Our pears are Williams pears, also known as Bartlett pears.  I won’t go into the details of the story by which Enoch Bartlett named the variety after himself, even though he had harvested pears brought from England, known there as Williams Good Christian pears. The description of the Williams pear on the USA Pears website will suffice in allowing the reader to recognize the variety in any display:

“The pear exhibits a pyriform “pear shape,” with a rounded bell on the bottom half of the fruit, and then a definite shoulder with a smaller neck or stem end.  Williams are aromatic pears, and have what many consider the definitive “pear flavor”.”

Well and good, but what cannot be completely described is the difference between the pears found on a shelf, or, to be completely frank, in a cardboard box, and the pears I swipe from the dogs in the morning.  OK, they aren’t as symmetrically perfect as the commercial versions, and they are often a bit scarred from falling on the packed mulch.  Some are smaller, and some are huge; most are yellow, but a few fall green.

I haven’t taken any from the fridge yet; we have had a steady supply of new pears throughout the week.  I have four yellow pears on the window sill.  Actually three, as I am eating one now in order to bring the experience more clearly to mind.  I start with the neck, near the stem, often the most crisp area of the pear.  The perfect pear delivers a crunch in the first bite, then increasing sweetness and juice as the consumer gets close to the core.  Whereas I am not fond of the skin of the Royal Riviera, I much prefer eating our pears by hand, rarely slicing the skin away.  There is no rough or particulate aspect to the skin; it fuses with the flesh without bringing attention to itself.

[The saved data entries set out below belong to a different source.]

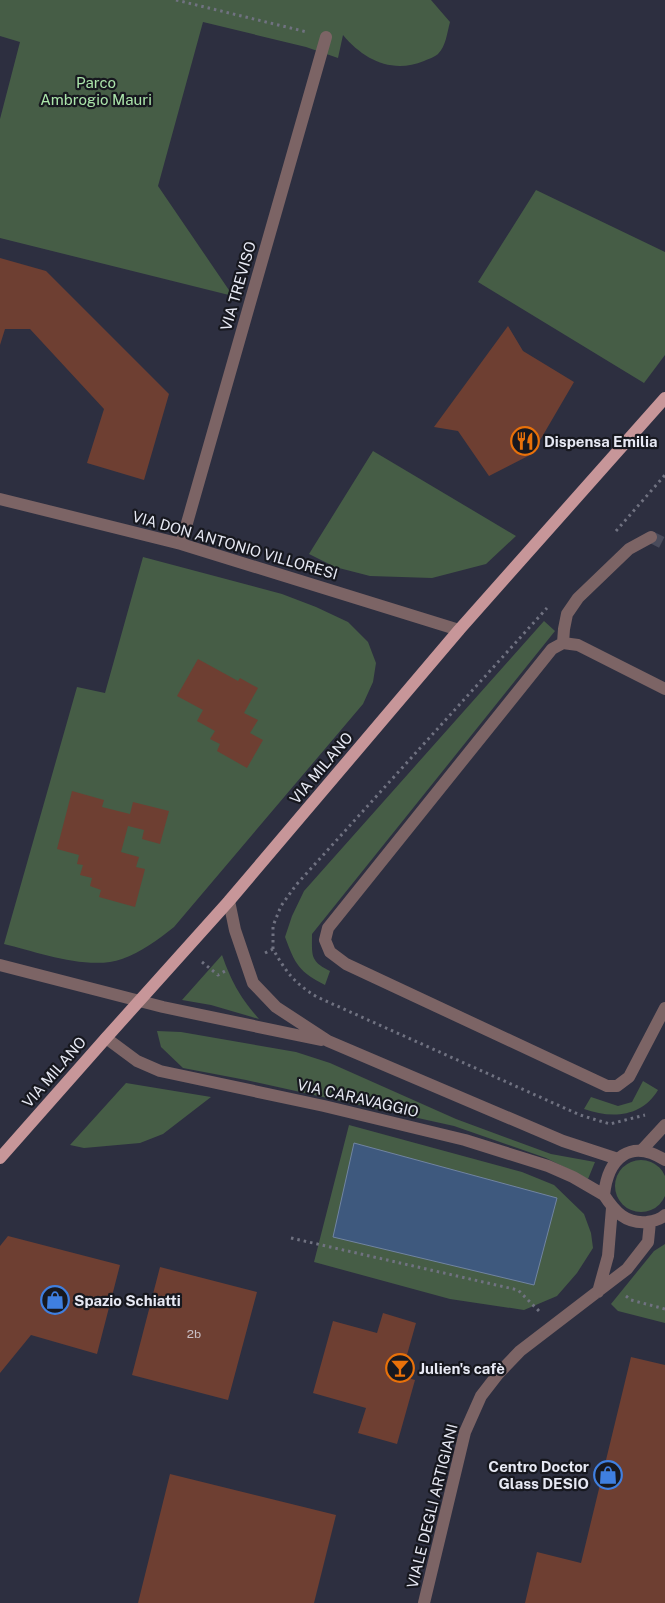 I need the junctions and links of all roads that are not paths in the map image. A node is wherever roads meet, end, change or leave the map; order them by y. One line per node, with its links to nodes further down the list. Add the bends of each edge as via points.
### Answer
1 (326, 37): 5 (street, VIA TREVISO)
2 (665, 398): 6 (main road, VIA MILANO)
3 (0, 499): 5 (street, VIA DON ANTONIO VILLORESI)
4 (651, 536): 7 (street, via 629,549 578,598 566,614)
5 (181, 544): 6 (street, VIA DON ANTONIO VILLORESI)
6 (459, 630): 9 (main road, VIA MILANO)
7 (563, 643): 8 (street, via 578,645); 12 (street, via 552,649 328,928 324,940 330,952 346,964 608,1086 617,1086 629,1076)
8 (665, 689)
9 (229, 901): 11 (main road, VIA MILANO); 14 (street, VIA CARAVAGGIO, via 234,930 253,984 276,1007)
10 (0, 965): 11 (street, VIA CARAVAGGIO)
11 (140, 1001): 13 (main road, VIA MILANO); 14 (street, VIA CARAVAGGIO)
12 (665, 1008)
13 (106, 1038): 17 (main road, VIA MILANO); 20 (street, VIA CARAVAGGIO, via 137,1061 160,1071 465,1140 548,1166)
14 (328, 1041): 18 (street, VIA CARAVAGGIO, via 563,1141)
15 (665, 1125): 16 (street)
16 (641, 1151): 18 (street); 19 (street)
17 (0, 1158)
18 (618, 1159): 20 (street, via 608,1172)
19 (665, 1160)
20 (604, 1195): 21 (street)
21 (612, 1208): 22 (street, via 626,1220 638,1223); 23 (street, via 608,1256)
22 (661, 1218): 23 (street, VIALE DEGLI ARTIGIANI, via 628,1269)
23 (598, 1292): 24 (street, VIALE DEGLI ARTIGIANI, via 520,1351 482,1396 465,1432)
24 (424, 1603) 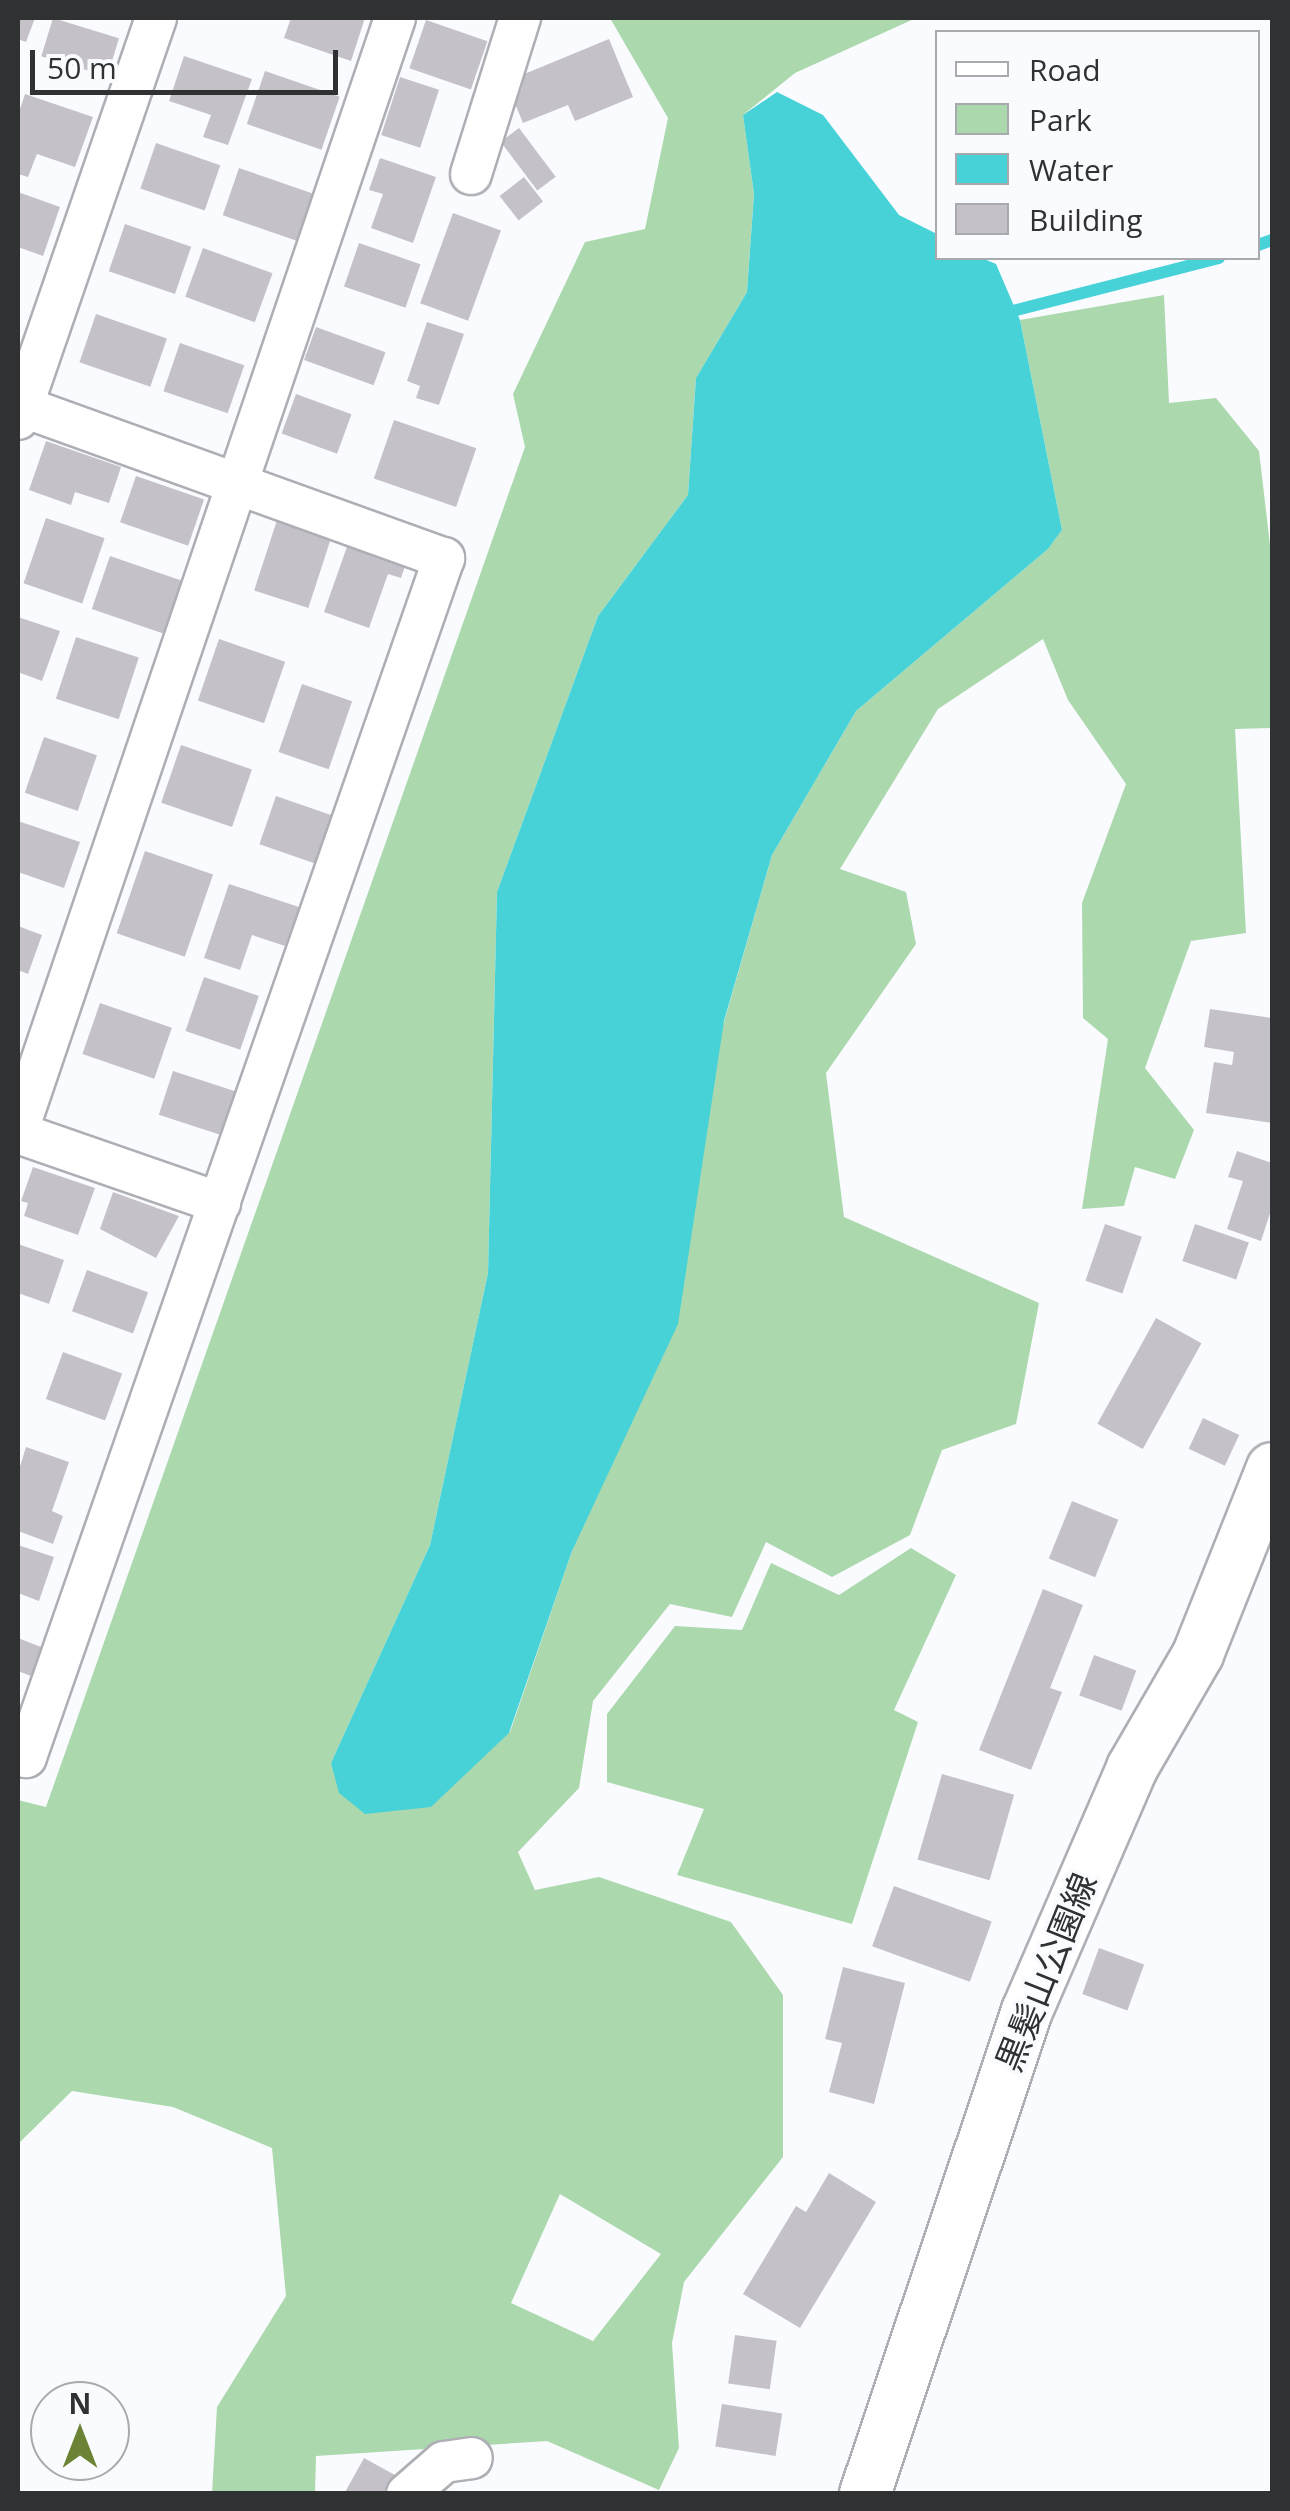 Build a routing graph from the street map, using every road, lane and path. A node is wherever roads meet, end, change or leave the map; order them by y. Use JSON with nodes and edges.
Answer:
{"nodes":[{"id":1,"x":156,"y":18,"type":"edge"},
{"id":2,"x":394,"y":18,"type":"edge"},
{"id":3,"x":520,"y":18,"type":"edge"},
{"id":4,"x":470,"y":174,"type":"dead end"},
{"id":5,"x":19,"y":410,"type":"edge"},
{"id":6,"x":238,"y":482,"type":"junction"},
{"id":7,"x":18,"y":1132,"type":"edge"},
{"id":8,"x":220,"y":1203,"type":"junction"},
{"id":9,"x":1272,"y":1468,"type":"edge"},
{"id":10,"x":18,"y":1754,"type":"edge"},
{"id":11,"x":472,"y":2458,"type":"dead end"},
{"id":12,"x":407,"y":2494,"type":"edge"},
{"id":13,"x":865,"y":2494,"type":"edge"}],
"edges":[{"from":1,"to":5,"type":"street"},
{"from":2,"to":6,"type":"street"},
{"from":3,"to":4,"type":"street"},
{"from":5,"to":6,"type":"street"},
{"from":6,"to":7,"type":"street"},
{"from":6,"to":8,"type":"street"},
{"from":7,"to":8,"type":"street"},
{"from":8,"to":10,"type":"street"},
{"from":9,"to":13,"type":"main road","name":"黒髪山公園線"},
{"from":11,"to":12,"type":"street"}]} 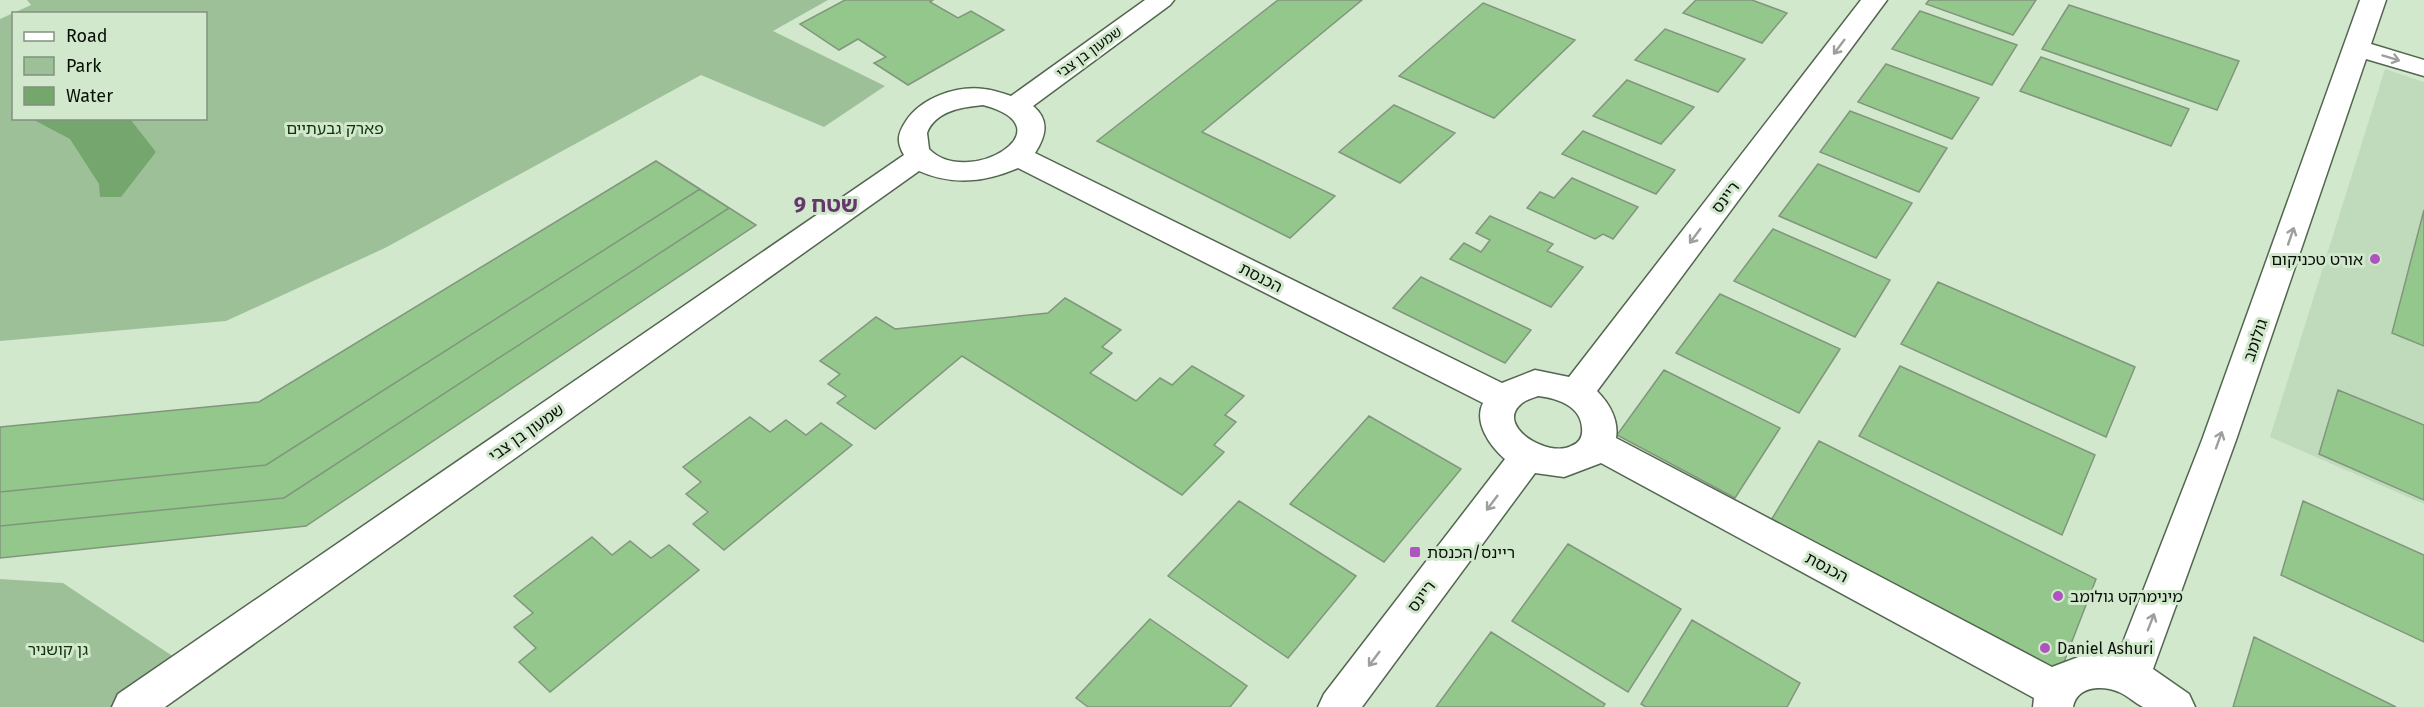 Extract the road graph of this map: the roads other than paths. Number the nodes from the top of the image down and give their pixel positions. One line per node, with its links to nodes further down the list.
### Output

Today is the first day of autumn, and most of the Riviera and Anjou pears have been harvested in the commercial orchards that surround us; the Bosc are still on the trees for a few more days.  We know the harvest is near when large crates are stacked at the edge of the orchards and twelve-foot ladders lean against the trees.  Harry and David have been hiring help throughout the summer, preparing the baskets and displays that will feature the pears as they leave cold storage and meet the distinctive brown cardboard box.  Operators are standing by for your call, ready to take a credit card and assure you the pears will arrive by Halloween, or Thanksgiving.

We have asked our friends and relations to consider sending grapefruit from Texas if they are moved to gift us at holiday time; it’s hard to admit that we’ve become pear snobs.

On the other hand, once you have pulled yellow Williams from the tree, the world never looks quite the same.  That is certainly true for our youngest dog, also the tallest.  I found him on his hind legs, yanking a beauty from the tree all by himself.  His taste is excellent; I had been waiting a week for that pear to ripen.